(Saved data entries)
__________________________________________________

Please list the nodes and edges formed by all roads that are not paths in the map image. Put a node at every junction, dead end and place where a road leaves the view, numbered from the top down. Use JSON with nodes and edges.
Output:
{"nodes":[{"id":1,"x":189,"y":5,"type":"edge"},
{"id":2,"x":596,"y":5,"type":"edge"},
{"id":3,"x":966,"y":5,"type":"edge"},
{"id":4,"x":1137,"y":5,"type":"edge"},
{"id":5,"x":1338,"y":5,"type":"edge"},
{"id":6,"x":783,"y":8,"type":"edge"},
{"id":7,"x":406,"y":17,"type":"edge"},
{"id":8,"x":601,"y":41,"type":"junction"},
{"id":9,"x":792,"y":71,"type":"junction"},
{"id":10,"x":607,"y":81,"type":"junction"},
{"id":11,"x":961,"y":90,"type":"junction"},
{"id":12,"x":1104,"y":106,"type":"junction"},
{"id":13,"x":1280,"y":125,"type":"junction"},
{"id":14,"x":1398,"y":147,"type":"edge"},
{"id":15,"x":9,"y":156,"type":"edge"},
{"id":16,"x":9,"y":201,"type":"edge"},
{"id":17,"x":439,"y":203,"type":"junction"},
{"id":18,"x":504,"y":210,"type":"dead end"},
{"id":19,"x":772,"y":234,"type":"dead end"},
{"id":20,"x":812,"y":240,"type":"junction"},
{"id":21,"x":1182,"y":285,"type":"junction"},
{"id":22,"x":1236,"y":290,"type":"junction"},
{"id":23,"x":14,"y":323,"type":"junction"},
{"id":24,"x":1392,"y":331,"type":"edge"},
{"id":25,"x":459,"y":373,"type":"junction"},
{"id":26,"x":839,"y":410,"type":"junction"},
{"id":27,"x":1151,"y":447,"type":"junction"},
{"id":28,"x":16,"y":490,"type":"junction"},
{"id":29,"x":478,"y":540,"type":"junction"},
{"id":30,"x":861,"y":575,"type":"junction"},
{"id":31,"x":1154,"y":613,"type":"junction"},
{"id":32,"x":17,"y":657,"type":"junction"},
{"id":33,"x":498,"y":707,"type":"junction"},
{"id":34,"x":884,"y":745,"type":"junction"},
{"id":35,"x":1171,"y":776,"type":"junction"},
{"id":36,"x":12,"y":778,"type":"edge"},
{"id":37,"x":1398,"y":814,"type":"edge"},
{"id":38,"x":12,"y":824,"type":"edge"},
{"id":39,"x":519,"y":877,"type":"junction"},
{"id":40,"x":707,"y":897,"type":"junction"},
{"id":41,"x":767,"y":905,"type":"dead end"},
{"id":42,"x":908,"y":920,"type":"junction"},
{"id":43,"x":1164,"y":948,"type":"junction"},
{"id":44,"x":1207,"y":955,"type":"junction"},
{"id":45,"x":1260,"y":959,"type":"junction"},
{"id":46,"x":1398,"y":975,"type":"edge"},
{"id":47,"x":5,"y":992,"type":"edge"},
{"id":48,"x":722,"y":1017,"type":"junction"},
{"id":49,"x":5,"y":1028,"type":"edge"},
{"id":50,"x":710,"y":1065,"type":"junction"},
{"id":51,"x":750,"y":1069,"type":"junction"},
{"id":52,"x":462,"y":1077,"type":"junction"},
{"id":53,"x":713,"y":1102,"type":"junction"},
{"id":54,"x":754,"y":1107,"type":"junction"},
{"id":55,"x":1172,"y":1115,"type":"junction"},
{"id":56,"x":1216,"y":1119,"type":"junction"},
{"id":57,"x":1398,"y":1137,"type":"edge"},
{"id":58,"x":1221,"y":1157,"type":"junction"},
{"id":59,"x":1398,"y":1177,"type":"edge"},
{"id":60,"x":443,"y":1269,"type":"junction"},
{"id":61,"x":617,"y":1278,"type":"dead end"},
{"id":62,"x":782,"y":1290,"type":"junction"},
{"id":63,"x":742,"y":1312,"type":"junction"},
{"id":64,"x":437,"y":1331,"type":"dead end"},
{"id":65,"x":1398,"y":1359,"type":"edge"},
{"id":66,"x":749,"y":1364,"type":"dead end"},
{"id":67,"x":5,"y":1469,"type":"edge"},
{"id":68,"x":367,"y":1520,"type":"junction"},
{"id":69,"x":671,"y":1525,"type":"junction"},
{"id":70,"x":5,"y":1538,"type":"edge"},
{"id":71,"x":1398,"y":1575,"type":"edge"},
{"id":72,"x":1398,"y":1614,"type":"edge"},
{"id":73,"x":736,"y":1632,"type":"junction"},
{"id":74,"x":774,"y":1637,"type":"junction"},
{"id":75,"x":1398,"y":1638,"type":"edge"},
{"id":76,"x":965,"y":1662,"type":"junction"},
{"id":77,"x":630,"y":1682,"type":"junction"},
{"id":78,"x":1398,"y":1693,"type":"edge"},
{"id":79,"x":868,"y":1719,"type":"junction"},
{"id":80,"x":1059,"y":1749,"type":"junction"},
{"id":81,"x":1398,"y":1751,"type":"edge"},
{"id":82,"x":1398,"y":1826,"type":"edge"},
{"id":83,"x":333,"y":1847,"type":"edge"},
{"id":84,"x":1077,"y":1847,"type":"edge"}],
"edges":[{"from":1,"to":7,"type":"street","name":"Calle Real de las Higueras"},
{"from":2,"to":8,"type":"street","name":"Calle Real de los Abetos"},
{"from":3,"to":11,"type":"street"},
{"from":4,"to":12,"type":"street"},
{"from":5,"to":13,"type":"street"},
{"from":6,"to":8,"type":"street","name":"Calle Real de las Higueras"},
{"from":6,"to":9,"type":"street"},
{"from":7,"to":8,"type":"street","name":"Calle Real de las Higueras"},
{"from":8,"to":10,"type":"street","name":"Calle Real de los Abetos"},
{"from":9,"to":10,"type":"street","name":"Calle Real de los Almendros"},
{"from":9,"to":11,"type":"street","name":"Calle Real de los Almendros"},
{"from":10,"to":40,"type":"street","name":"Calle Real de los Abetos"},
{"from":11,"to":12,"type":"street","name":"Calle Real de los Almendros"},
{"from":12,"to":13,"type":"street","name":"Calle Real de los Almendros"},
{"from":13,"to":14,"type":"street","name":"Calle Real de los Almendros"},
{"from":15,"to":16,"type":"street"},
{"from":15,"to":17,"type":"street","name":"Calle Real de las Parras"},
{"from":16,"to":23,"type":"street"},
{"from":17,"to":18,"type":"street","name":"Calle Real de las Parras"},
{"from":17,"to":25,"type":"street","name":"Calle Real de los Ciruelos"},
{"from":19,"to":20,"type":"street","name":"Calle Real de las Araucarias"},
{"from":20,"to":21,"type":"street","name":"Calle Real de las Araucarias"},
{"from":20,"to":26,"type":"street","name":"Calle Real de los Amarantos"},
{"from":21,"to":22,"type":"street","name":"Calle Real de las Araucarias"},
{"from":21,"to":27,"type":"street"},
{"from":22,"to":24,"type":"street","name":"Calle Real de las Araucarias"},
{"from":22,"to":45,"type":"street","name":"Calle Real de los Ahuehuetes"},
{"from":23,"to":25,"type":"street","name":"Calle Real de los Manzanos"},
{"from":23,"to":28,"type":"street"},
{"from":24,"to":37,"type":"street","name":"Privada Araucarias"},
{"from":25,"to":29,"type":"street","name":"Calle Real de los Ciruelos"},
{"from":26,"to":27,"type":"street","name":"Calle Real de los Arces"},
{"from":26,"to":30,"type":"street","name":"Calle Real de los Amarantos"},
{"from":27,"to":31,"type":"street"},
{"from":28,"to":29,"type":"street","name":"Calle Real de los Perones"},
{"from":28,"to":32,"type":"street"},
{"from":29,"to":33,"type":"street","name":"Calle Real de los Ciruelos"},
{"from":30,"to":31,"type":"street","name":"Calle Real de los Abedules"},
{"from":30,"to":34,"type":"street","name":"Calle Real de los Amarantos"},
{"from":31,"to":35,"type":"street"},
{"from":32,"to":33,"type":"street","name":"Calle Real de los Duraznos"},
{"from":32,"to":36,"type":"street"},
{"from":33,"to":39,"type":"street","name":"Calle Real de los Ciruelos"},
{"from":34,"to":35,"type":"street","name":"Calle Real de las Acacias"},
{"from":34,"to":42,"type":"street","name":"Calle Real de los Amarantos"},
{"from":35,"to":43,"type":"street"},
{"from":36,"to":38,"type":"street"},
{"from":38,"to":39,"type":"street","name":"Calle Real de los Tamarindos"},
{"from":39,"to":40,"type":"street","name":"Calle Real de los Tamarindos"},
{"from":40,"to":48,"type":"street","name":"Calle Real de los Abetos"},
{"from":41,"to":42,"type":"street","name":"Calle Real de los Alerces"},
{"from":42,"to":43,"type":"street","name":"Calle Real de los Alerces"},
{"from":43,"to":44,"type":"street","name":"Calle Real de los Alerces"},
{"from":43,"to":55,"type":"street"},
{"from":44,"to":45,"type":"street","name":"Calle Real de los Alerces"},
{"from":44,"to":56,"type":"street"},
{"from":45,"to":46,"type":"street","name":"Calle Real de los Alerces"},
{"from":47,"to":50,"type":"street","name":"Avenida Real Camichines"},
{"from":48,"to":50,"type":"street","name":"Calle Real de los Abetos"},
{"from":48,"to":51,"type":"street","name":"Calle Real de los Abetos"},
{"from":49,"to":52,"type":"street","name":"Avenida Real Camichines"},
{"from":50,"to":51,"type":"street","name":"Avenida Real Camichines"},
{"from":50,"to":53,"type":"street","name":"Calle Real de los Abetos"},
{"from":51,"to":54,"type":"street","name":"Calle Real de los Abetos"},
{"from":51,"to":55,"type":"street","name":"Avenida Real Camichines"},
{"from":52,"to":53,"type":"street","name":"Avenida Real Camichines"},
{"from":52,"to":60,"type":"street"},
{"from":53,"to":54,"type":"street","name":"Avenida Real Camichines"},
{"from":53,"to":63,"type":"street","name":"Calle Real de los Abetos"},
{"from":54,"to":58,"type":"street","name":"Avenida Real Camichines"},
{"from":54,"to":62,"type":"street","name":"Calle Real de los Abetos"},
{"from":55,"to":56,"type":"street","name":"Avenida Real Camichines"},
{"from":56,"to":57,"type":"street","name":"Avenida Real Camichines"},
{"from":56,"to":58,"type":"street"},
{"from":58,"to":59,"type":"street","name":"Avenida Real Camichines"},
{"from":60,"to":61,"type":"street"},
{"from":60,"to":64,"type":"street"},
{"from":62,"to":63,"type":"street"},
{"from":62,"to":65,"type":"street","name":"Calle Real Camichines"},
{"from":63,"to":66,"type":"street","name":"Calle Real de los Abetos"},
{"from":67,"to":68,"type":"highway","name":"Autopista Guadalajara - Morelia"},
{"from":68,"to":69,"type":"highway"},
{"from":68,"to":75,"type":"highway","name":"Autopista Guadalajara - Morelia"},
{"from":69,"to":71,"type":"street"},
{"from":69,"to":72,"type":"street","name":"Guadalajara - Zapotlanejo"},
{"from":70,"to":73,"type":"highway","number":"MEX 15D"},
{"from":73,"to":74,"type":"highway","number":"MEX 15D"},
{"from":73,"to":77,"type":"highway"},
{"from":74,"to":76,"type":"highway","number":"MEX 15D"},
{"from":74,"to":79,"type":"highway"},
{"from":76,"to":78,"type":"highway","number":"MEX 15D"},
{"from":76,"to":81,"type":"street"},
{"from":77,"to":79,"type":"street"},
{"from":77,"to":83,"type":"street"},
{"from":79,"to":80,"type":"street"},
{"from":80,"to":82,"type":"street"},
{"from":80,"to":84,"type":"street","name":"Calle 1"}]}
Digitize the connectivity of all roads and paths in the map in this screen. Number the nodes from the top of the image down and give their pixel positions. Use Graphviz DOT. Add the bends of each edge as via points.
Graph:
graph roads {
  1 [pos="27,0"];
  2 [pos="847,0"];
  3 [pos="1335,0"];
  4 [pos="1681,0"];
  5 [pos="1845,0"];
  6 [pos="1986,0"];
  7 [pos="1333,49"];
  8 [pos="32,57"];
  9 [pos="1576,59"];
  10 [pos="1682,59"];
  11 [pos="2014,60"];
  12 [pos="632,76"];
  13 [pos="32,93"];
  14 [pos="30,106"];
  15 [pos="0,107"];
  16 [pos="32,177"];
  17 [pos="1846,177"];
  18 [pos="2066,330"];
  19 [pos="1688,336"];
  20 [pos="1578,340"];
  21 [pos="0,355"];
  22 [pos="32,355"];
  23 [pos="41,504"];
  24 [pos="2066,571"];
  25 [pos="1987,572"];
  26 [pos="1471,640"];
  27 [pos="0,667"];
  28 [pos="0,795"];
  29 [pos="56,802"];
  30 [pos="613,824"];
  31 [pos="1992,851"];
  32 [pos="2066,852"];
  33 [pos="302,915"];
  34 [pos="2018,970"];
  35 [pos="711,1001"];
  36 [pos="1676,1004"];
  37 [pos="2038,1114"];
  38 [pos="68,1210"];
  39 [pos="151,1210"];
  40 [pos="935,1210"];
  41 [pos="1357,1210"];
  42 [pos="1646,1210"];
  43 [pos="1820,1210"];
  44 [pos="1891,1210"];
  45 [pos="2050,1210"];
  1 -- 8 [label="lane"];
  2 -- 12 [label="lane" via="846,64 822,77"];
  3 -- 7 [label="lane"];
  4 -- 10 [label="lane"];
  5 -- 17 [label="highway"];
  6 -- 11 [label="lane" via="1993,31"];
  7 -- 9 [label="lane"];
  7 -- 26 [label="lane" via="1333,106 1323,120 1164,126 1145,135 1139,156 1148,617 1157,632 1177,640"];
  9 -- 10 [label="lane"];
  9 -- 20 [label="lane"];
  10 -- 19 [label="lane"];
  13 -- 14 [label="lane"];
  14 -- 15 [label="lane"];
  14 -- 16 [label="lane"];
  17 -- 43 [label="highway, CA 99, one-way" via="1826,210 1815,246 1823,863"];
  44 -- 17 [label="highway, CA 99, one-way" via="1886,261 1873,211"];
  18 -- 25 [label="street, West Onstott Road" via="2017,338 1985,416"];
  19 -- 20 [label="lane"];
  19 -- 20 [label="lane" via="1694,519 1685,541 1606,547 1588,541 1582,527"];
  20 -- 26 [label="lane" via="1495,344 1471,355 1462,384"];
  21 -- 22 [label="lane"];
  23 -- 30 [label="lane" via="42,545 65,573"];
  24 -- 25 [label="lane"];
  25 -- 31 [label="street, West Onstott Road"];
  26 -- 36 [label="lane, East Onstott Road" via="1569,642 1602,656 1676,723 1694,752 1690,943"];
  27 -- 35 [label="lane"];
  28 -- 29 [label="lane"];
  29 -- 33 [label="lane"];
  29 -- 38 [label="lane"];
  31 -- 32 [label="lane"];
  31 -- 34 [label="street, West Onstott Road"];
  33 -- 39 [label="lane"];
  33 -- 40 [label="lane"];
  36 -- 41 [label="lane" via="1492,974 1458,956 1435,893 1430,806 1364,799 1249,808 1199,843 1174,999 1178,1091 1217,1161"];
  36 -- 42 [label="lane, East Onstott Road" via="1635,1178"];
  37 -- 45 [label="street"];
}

__________________________________________________

## Task directions
Please return each line of the data above in which the word "Parras" occurs.

## Answer to this problem
{"from":15,"to":17,"type":"street","name":"Calle Real de las Parras"},
{"from":17,"to":18,"type":"street","name":"Calle Real de las Parras"},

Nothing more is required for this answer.